Check every line of the entries for the string "device" and return the ones that contain it.

"""

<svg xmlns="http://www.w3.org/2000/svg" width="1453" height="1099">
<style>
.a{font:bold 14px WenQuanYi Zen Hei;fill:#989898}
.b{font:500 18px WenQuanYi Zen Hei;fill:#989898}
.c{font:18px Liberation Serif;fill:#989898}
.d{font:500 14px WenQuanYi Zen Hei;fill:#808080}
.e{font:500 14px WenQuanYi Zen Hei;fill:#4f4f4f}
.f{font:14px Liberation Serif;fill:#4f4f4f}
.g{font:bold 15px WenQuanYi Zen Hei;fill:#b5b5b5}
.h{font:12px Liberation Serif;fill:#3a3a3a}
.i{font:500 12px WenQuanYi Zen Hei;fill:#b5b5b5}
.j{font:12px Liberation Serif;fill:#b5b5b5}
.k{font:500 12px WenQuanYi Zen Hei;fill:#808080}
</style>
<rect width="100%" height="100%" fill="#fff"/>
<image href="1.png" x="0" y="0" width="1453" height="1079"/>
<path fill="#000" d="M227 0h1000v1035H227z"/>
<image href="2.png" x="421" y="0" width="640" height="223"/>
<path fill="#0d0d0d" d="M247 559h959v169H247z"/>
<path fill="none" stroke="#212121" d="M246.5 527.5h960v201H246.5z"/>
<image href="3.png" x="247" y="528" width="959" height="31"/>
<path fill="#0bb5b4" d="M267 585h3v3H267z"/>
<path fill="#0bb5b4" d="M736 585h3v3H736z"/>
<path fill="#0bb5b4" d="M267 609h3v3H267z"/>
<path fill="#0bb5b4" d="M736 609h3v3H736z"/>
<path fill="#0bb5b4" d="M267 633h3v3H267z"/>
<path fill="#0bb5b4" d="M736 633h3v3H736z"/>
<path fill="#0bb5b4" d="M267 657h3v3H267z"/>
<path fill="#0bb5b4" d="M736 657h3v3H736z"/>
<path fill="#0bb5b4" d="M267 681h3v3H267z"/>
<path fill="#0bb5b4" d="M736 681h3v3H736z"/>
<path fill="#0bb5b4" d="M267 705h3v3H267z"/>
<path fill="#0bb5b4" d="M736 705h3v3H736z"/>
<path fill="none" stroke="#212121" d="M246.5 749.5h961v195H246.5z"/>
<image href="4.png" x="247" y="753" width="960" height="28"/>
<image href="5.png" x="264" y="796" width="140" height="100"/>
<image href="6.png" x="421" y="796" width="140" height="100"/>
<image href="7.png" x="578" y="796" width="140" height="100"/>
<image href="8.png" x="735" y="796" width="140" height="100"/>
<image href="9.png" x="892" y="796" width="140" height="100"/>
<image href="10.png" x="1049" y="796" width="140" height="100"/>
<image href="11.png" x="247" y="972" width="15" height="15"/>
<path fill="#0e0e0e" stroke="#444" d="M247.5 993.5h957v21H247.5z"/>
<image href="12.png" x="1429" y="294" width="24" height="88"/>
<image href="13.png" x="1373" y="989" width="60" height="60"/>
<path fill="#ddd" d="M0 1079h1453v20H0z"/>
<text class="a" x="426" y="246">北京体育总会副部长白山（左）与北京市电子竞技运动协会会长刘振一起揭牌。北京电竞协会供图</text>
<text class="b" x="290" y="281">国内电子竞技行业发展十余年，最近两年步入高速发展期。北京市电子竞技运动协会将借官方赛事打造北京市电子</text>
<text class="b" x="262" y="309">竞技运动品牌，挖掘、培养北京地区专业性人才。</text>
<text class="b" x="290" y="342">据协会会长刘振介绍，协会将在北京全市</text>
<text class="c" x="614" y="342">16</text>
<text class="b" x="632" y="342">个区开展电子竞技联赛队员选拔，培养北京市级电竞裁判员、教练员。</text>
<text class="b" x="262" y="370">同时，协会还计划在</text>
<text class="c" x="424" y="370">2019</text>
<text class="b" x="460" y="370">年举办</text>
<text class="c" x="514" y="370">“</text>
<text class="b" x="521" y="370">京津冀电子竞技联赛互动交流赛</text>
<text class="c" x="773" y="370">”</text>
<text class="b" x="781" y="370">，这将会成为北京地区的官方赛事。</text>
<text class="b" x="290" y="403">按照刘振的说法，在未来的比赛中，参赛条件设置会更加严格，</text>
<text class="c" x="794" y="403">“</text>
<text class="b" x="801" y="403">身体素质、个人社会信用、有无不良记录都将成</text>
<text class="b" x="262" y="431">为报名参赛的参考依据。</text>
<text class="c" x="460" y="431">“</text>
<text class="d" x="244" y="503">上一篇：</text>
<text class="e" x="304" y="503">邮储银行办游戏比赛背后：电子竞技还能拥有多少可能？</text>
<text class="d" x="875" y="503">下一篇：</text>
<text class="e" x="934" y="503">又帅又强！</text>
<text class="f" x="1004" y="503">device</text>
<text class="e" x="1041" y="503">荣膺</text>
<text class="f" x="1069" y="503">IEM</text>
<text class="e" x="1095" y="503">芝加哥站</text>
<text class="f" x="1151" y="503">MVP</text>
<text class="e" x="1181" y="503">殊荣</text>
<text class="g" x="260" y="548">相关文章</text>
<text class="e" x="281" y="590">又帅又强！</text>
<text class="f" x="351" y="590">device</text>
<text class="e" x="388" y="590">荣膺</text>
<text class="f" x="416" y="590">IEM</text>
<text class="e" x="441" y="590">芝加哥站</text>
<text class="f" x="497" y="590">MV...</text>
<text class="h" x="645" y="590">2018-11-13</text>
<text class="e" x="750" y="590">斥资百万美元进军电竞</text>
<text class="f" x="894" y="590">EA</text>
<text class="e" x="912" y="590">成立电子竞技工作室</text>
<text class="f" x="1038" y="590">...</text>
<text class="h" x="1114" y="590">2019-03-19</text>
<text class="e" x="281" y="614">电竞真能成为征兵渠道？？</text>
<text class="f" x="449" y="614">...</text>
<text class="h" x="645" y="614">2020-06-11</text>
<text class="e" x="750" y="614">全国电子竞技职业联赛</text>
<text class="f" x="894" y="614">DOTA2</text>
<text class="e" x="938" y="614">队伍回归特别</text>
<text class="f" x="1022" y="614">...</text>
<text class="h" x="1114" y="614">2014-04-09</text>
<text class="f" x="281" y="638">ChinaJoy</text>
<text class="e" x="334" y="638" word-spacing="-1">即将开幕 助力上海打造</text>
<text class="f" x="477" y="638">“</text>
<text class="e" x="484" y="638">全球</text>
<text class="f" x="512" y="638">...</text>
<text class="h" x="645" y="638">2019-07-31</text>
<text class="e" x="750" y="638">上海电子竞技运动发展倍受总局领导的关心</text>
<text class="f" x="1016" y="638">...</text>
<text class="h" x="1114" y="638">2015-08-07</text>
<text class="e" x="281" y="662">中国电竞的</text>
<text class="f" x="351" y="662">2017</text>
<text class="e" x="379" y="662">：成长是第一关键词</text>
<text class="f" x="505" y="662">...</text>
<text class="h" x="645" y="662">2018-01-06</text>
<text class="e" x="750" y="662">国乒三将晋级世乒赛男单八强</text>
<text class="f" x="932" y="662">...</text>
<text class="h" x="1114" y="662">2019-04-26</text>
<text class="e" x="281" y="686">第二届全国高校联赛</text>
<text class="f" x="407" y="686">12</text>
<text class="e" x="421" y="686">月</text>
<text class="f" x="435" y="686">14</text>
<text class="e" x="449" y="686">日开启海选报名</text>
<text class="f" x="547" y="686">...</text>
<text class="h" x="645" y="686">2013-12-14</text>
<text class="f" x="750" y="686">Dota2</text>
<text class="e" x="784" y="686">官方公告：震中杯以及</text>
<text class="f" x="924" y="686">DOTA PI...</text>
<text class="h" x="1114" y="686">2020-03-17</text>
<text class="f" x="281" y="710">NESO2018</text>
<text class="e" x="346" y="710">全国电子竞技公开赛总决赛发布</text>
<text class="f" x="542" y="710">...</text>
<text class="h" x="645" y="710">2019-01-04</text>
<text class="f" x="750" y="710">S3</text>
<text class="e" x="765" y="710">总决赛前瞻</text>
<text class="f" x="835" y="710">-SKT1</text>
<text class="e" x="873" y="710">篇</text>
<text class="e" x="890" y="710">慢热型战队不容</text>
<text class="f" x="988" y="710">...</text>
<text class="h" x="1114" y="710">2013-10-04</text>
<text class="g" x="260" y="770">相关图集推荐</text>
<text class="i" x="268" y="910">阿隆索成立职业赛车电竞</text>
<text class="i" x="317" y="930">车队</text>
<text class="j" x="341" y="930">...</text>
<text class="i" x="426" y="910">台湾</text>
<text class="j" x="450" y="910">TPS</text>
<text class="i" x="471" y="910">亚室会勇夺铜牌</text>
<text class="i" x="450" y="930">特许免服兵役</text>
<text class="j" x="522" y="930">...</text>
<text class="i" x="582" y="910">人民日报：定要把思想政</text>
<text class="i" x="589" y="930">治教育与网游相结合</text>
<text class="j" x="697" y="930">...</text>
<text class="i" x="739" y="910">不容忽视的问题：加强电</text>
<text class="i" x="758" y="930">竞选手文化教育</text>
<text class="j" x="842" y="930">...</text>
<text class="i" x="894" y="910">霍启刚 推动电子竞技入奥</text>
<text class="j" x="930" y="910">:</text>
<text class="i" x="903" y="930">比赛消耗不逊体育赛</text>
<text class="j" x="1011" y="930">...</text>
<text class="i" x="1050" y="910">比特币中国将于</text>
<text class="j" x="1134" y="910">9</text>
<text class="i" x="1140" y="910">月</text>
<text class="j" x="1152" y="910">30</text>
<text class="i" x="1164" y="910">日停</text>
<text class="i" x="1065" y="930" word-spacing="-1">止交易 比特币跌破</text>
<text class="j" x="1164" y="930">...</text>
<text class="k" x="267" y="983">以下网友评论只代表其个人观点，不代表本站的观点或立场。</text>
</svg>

"""

● RESPONSE TO THE TASK
<text class="f" x="1004" y="503">device</text>
<text class="f" x="351" y="590">device</text>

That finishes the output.